→ HOW TO COMPLETE THIS TASK
Your task is to reproduce exactly the lines that run from the beginning of the data through the line where "gsave 541 340" appears.

→ EXTRACTED RECORDS
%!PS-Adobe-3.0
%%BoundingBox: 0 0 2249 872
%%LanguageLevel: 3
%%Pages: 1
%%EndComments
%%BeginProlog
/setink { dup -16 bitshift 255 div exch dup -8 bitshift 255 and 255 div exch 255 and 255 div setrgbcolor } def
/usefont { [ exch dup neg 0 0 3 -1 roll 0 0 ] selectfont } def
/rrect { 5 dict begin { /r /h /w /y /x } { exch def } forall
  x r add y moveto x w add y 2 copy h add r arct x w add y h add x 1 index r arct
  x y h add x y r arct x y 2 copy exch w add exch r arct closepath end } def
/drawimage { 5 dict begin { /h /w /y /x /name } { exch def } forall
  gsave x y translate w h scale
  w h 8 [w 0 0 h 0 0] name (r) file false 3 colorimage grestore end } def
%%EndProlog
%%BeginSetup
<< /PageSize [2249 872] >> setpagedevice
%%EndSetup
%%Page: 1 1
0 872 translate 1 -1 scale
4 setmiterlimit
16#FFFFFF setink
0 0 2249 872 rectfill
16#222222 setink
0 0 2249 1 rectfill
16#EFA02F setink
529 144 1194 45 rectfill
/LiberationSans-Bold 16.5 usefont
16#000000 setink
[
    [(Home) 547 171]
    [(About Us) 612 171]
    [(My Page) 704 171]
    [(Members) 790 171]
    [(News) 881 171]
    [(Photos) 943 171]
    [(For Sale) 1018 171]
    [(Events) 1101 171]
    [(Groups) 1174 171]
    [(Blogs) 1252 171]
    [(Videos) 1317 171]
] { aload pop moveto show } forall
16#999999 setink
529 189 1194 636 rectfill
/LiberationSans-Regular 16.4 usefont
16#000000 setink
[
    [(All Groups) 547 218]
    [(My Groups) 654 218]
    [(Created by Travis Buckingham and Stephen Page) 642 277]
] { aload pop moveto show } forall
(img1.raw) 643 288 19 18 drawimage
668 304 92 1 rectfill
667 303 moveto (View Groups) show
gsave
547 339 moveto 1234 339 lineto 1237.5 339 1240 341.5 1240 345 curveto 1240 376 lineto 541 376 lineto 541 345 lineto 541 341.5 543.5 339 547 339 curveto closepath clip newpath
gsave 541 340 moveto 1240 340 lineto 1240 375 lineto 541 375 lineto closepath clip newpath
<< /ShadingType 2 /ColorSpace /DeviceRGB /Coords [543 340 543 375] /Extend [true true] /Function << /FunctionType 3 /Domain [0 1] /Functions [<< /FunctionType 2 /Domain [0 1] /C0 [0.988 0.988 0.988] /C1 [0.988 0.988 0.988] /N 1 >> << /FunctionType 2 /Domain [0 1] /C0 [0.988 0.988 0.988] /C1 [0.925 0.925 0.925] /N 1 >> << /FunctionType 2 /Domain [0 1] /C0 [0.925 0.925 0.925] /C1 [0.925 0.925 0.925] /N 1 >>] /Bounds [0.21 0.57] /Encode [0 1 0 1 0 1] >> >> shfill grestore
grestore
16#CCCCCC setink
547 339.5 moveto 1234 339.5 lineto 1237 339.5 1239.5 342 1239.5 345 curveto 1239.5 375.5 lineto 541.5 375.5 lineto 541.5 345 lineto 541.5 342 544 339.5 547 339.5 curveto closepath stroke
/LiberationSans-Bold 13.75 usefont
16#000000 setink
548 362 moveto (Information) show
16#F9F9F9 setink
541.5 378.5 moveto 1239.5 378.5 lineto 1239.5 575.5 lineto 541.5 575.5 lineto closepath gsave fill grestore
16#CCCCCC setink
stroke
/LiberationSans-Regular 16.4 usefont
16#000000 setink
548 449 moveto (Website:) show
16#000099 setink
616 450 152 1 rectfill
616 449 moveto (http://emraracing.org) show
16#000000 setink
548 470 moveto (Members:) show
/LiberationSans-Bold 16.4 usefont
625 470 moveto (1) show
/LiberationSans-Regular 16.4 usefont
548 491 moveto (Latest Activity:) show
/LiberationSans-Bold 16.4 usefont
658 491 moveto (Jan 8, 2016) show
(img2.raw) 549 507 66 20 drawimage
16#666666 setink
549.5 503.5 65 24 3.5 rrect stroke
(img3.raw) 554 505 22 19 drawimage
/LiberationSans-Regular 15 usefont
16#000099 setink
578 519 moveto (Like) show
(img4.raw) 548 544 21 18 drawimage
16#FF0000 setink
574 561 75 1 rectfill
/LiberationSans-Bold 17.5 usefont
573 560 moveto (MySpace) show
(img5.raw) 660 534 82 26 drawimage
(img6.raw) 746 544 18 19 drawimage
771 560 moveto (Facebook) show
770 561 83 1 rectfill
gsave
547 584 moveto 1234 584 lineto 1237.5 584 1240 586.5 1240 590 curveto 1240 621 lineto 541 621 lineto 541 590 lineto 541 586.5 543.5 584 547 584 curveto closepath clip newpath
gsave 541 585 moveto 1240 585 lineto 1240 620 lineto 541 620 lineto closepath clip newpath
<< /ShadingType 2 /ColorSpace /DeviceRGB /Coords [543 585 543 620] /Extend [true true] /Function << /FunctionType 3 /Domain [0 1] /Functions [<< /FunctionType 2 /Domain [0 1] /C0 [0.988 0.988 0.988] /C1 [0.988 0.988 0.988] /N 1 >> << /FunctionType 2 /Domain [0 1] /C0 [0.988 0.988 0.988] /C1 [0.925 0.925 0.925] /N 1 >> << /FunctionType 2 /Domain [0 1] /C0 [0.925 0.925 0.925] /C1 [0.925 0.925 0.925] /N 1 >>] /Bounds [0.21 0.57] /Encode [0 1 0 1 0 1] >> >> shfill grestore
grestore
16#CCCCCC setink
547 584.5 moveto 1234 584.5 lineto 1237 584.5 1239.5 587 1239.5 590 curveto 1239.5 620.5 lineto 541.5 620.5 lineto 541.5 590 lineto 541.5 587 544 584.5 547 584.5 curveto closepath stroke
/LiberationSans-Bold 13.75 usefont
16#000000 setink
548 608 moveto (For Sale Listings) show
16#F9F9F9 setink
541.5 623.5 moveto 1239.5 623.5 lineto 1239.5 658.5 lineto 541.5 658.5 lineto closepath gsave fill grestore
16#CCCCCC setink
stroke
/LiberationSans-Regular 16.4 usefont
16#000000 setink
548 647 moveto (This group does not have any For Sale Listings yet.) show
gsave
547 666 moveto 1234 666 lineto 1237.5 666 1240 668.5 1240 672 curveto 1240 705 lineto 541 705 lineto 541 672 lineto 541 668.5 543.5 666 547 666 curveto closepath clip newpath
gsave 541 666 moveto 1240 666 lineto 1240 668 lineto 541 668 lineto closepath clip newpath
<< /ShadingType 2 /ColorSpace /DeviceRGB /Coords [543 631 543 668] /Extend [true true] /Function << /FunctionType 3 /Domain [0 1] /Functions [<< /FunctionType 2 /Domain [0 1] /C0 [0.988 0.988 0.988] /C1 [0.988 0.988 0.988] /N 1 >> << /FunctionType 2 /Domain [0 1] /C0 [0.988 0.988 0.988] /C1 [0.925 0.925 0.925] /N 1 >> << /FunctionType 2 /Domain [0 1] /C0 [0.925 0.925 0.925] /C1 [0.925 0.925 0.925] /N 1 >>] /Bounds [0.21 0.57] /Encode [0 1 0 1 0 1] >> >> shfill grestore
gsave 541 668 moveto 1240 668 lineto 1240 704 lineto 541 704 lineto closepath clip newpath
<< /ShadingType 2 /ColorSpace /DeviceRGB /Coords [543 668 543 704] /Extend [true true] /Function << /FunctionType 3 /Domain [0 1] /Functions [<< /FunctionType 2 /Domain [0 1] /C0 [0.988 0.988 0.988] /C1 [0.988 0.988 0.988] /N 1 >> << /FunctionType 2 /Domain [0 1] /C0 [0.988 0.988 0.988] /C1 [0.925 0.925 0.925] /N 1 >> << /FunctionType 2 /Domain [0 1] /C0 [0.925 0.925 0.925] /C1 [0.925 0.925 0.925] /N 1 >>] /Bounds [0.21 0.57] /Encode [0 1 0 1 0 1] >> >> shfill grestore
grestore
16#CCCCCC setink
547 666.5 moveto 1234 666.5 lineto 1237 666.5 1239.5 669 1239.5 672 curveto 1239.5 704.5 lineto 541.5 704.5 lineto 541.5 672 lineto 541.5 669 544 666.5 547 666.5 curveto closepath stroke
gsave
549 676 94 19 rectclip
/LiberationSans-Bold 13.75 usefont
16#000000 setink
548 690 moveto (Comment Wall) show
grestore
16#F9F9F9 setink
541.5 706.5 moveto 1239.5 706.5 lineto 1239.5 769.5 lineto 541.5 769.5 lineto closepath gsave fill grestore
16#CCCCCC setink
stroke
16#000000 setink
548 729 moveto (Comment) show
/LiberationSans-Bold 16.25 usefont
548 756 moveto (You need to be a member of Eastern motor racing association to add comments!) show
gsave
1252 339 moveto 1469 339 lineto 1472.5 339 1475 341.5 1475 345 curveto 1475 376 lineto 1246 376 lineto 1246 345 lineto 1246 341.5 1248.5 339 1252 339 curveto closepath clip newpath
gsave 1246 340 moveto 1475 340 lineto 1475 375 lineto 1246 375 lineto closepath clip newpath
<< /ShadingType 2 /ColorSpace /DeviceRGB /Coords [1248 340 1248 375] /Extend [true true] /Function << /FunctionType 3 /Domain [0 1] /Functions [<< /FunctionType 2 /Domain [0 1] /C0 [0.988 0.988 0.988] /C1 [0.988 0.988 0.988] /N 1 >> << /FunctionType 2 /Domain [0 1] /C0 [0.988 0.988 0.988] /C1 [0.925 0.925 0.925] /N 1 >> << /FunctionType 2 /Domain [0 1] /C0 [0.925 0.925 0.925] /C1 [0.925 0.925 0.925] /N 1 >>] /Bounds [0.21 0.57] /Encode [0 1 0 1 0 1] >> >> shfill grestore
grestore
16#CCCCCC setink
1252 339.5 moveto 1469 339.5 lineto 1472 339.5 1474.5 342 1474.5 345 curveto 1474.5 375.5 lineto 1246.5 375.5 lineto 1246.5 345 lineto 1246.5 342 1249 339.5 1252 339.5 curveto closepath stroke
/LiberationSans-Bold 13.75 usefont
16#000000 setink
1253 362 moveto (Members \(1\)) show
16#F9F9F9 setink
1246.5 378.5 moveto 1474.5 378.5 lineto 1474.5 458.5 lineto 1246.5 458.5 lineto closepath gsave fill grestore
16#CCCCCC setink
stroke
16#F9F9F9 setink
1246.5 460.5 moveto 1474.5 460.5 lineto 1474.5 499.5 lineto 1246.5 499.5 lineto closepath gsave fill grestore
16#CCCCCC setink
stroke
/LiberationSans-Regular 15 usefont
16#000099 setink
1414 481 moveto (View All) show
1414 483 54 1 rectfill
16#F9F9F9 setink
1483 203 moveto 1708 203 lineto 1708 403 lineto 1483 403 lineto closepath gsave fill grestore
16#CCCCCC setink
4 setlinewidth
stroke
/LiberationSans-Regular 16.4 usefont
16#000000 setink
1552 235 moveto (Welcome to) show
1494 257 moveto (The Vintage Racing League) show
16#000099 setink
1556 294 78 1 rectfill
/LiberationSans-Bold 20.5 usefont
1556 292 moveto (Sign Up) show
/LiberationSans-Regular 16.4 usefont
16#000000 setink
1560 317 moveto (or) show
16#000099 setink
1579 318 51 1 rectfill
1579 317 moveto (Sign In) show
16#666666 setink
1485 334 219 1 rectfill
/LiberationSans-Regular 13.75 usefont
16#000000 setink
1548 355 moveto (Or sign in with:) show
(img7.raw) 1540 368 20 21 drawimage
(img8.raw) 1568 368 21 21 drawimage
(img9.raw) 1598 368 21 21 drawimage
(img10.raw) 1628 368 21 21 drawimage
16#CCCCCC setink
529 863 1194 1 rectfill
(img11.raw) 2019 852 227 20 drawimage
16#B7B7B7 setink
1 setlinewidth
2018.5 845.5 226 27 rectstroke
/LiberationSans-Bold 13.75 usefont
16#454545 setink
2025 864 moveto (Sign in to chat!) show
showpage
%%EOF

→ TASK RESULT
%!PS-Adobe-3.0
%%BoundingBox: 0 0 2249 872
%%LanguageLevel: 3
%%Pages: 1
%%EndComments
%%BeginProlog
/setink { dup -16 bitshift 255 div exch dup -8 bitshift 255 and 255 div exch 255 and 255 div setrgbcolor } def
/usefont { [ exch dup neg 0 0 3 -1 roll 0 0 ] selectfont } def
/rrect { 5 dict begin { /r /h /w /y /x } { exch def } forall
  x r add y moveto x w add y 2 copy h add r arct x w add y h add x 1 index r arct
  x y h add x y r arct x y 2 copy exch w add exch r arct closepath end } def
/drawimage { 5 dict begin { /h /w /y /x /name } { exch def } forall
  gsave x y translate w h scale
  w h 8 [w 0 0 h 0 0] name (r) file false 3 colorimage grestore end } def
%%EndProlog
%%BeginSetup
<< /PageSize [2249 872] >> setpagedevice
%%EndSetup
%%Page: 1 1
0 872 translate 1 -1 scale
4 setmiterlimit
16#FFFFFF setink
0 0 2249 872 rectfill
16#222222 setink
0 0 2249 1 rectfill
16#EFA02F setink
529 144 1194 45 rectfill
/LiberationSans-Bold 16.5 usefont
16#000000 setink
[
    [(Home) 547 171]
    [(About Us) 612 171]
    [(My Page) 704 171]
    [(Members) 790 171]
    [(News) 881 171]
    [(Photos) 943 171]
    [(For Sale) 1018 171]
    [(Events) 1101 171]
    [(Groups) 1174 171]
    [(Blogs) 1252 171]
    [(Videos) 1317 171]
] { aload pop moveto show } forall
16#999999 setink
529 189 1194 636 rectfill
/LiberationSans-Regular 16.4 usefont
16#000000 setink
[
    [(All Groups) 547 218]
    [(My Groups) 654 218]
    [(Created by Travis Buckingham and Stephen Page) 642 277]
] { aload pop moveto show } forall
(img1.raw) 643 288 19 18 drawimage
668 304 92 1 rectfill
667 303 moveto (View Groups) show
gsave
547 339 moveto 1234 339 lineto 1237.5 339 1240 341.5 1240 345 curveto 1240 376 lineto 541 376 lineto 541 345 lineto 541 341.5 543.5 339 547 339 curveto closepath clip newpath
gsave 541 340 moveto 1240 340 lineto 1240 375 lineto 541 375 lineto closepath clip newpath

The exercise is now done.